> _Task description_
Wherever the string "Virginia" appears in the records, return the line that holds it.

-------------------------

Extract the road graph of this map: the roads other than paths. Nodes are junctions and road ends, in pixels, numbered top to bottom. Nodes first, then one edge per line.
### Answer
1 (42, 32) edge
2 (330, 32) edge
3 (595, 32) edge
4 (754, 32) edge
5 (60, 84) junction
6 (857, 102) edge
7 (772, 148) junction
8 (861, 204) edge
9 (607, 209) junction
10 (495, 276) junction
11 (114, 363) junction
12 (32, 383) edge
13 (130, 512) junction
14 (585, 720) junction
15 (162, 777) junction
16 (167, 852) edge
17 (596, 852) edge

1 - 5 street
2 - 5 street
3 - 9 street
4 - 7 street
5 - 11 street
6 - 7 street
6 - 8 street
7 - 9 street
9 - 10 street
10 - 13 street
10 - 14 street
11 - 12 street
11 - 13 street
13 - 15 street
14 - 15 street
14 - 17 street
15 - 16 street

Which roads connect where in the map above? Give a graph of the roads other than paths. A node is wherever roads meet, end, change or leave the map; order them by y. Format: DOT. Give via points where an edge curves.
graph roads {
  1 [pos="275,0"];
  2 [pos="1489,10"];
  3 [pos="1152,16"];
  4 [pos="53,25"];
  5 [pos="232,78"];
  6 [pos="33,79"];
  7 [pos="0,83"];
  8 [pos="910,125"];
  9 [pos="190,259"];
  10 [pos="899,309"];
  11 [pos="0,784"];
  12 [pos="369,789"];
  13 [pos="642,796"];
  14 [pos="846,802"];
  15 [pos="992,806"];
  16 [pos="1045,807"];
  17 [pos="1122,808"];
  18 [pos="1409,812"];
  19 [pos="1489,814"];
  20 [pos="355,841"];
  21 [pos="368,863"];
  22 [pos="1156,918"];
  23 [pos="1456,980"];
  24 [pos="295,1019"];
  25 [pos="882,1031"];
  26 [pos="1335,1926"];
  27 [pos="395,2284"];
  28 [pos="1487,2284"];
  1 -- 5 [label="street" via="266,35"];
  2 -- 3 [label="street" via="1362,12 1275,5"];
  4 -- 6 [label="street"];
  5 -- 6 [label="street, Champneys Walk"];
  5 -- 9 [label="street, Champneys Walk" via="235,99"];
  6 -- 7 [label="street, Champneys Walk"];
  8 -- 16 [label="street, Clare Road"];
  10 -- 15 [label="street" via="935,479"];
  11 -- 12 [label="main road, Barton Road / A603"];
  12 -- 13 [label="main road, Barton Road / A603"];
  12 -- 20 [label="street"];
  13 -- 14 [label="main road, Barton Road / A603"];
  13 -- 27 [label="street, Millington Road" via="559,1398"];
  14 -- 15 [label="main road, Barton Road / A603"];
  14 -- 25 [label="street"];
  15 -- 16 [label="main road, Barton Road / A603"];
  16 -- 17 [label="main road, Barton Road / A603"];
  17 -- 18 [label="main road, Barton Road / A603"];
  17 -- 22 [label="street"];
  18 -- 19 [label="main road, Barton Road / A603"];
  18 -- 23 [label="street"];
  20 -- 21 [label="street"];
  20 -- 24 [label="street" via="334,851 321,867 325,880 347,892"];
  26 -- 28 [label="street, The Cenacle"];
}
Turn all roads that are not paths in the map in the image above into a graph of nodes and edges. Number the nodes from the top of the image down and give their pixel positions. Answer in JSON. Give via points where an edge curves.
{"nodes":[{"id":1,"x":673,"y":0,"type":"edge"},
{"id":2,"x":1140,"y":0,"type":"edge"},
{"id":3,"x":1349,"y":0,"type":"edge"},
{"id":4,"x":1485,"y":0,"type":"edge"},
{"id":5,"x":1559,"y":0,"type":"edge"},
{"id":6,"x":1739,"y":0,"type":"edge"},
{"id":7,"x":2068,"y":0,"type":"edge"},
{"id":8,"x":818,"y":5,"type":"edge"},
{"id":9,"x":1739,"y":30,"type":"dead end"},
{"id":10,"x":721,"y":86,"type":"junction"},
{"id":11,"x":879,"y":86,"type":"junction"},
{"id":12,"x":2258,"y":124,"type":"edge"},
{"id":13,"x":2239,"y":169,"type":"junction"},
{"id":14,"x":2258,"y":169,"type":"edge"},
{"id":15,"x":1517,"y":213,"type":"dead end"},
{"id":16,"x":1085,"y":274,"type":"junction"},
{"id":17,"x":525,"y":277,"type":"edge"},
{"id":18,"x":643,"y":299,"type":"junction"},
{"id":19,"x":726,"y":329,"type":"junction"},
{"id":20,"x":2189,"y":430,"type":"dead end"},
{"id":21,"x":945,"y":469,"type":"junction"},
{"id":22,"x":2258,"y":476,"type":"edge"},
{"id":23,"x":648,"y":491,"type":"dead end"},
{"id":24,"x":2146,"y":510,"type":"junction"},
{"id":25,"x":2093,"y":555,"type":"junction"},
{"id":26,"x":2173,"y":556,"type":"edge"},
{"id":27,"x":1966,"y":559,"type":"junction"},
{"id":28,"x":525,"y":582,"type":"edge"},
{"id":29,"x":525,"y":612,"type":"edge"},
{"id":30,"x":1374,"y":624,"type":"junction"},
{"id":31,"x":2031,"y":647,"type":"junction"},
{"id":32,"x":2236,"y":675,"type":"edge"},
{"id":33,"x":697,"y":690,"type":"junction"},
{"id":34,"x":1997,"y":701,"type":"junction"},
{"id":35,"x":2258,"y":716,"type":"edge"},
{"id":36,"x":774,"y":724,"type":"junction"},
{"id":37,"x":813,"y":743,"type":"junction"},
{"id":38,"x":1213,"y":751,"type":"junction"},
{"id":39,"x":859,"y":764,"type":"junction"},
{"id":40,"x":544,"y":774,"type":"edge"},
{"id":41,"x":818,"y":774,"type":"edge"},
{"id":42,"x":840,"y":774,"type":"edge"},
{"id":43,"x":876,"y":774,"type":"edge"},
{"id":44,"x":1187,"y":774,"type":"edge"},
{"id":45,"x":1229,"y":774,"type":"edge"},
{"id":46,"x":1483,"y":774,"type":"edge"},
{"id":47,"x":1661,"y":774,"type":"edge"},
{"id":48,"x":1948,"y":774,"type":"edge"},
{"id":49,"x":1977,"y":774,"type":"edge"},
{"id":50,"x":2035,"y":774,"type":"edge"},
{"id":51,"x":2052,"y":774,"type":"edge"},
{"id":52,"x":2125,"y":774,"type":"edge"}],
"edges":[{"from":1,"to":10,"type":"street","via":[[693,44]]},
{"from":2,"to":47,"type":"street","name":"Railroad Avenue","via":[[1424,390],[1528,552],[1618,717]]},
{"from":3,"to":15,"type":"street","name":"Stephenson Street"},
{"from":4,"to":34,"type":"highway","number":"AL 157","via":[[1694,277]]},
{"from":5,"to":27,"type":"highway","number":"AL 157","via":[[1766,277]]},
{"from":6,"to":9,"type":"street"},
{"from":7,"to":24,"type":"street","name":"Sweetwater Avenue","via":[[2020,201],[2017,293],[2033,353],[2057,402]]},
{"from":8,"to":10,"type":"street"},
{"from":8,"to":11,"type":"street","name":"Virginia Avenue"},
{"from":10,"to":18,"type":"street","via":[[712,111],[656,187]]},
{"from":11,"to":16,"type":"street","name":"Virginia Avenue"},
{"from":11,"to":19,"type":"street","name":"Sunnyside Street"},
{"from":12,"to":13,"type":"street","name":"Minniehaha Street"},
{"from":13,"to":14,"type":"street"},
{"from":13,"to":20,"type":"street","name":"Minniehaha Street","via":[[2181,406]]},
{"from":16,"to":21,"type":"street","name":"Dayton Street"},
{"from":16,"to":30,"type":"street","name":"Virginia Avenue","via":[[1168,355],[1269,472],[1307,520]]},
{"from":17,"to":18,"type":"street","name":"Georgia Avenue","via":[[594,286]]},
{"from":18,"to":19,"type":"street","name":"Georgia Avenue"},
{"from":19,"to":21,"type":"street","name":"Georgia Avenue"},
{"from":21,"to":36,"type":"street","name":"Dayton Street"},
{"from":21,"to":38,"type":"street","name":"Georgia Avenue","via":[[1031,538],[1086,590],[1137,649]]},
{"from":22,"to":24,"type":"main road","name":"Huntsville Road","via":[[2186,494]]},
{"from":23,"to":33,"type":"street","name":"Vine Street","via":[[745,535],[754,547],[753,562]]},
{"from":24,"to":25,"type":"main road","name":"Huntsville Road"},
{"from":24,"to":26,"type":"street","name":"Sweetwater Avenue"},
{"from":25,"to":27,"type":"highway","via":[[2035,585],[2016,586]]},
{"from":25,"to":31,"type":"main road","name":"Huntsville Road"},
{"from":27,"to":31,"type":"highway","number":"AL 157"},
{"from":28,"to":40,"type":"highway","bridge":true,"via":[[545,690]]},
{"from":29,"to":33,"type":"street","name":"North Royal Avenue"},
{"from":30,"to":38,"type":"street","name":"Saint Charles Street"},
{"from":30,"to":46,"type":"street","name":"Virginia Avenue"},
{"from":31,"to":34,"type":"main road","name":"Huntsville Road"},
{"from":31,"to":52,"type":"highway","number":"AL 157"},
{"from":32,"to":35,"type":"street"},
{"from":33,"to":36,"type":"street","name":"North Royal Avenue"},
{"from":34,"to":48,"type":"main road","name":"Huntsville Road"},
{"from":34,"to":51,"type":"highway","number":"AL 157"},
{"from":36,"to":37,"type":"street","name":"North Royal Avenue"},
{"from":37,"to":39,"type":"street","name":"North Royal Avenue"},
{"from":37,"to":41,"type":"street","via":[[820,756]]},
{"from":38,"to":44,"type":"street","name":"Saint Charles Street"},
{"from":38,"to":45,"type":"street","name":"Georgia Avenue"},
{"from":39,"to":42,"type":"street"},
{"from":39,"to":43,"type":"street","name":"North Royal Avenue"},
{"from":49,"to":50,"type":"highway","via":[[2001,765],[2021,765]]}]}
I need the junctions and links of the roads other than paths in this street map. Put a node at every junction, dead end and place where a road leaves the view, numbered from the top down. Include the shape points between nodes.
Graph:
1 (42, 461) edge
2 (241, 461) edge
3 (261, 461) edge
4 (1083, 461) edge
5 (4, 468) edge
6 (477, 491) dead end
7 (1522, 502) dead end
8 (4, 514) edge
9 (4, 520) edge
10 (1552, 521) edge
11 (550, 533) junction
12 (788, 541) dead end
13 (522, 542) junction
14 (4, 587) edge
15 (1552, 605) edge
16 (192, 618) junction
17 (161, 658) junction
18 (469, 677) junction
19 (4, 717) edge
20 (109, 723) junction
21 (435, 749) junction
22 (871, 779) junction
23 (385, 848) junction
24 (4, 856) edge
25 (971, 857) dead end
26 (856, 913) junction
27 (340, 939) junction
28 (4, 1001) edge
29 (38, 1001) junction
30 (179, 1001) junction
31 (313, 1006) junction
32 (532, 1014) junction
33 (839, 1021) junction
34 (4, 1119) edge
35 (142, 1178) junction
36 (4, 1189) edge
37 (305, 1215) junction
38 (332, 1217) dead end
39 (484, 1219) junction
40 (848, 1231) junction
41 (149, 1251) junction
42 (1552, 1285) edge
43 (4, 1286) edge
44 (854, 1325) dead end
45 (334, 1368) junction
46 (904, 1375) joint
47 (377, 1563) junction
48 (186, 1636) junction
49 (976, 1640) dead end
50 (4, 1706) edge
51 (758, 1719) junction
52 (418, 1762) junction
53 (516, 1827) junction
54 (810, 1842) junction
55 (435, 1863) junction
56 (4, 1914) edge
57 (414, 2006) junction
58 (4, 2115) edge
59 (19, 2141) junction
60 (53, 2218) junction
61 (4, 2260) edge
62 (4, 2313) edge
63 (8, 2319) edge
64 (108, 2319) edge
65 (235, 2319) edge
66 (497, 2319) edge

-------------------------

> _Answer to the problem_
{"from":8,"to":11,"type":"street","name":"Virginia Avenue"},
{"from":11,"to":16,"type":"street","name":"Virginia Avenue"},
{"from":16,"to":30,"type":"street","name":"Virginia Avenue","via":[[1168,355],[1269,472],[1307,520]]},
{"from":30,"to":46,"type":"street","name":"Virginia Avenue"},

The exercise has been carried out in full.